Instructions for the task = Give back exactly the lines from the one holding "Please list the nodes and edges formed by all" to the last line of the entries, both included, and nothing more.

Saved entries
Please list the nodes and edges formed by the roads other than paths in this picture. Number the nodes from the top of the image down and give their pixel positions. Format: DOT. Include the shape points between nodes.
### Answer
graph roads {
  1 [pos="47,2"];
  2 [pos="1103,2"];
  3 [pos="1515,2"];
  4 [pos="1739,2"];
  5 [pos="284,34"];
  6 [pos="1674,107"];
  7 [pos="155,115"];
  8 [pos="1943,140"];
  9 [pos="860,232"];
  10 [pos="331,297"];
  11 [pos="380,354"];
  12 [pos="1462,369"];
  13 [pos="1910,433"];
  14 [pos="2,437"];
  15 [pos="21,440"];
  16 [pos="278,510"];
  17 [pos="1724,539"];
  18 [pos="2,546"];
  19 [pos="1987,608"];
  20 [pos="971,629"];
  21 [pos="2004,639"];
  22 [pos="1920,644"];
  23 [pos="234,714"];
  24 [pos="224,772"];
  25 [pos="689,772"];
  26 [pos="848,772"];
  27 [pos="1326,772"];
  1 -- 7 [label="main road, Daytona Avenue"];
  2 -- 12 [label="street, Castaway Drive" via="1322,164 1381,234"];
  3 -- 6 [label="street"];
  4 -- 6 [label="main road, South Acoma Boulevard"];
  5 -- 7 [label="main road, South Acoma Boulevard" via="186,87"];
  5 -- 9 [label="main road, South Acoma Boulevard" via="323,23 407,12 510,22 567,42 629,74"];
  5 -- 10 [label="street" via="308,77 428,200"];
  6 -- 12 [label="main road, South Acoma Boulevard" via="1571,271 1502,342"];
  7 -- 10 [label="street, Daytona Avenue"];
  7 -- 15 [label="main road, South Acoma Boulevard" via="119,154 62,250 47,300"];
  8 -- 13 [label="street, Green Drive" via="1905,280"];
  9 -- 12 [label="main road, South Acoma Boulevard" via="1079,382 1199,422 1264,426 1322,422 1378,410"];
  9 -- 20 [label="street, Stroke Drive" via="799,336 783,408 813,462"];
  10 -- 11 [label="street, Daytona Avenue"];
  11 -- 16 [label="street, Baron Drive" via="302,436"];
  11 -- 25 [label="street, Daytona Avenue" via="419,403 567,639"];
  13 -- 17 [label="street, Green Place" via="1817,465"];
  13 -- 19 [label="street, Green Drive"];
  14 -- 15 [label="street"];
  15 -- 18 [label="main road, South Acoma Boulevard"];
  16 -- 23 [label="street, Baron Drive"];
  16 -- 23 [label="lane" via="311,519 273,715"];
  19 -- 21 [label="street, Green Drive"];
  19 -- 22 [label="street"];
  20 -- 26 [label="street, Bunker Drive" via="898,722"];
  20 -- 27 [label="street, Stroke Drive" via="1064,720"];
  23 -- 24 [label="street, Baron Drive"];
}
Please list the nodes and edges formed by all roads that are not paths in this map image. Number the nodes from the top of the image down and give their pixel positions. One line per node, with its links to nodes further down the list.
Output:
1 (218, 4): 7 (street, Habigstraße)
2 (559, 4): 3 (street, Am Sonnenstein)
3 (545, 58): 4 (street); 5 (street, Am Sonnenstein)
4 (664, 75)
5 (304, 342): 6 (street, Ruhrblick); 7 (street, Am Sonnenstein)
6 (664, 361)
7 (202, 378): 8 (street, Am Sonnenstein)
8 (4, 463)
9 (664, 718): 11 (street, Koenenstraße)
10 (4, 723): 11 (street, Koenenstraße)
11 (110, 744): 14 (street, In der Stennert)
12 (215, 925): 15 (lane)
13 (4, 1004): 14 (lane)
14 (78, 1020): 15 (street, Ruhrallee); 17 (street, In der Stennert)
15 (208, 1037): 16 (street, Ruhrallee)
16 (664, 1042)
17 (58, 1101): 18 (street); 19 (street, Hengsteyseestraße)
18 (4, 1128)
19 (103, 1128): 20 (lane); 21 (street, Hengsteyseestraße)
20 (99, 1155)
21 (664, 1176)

Finished task =
Please list the nodes and edges formed by all roads that are not paths in this map image. Number the nodes from the top of the image down and give their pixel positions. One line per node, with its links to nodes further down the list.
Output:
1 (218, 4): 7 (street, Habigstraße)
2 (559, 4): 3 (street, Am Sonnenstein)
3 (545, 58): 4 (street); 5 (street, Am Sonnenstein)
4 (664, 75)
5 (304, 342): 6 (street, Ruhrblick); 7 (street, Am Sonnenstein)
6 (664, 361)
7 (202, 378): 8 (street, Am Sonnenstein)
8 (4, 463)
9 (664, 718): 11 (street, Koenenstraße)
10 (4, 723): 11 (street, Koenenstraße)
11 (110, 744): 14 (street, In der Stennert)
12 (215, 925): 15 (lane)
13 (4, 1004): 14 (lane)
14 (78, 1020): 15 (street, Ruhrallee); 17 (street, In der Stennert)
15 (208, 1037): 16 (street, Ruhrallee)
16 (664, 1042)
17 (58, 1101): 18 (street); 19 (street, Hengsteyseestraße)
18 (4, 1128)
19 (103, 1128): 20 (lane); 21 (street, Hengsteyseestraße)
20 (99, 1155)
21 (664, 1176)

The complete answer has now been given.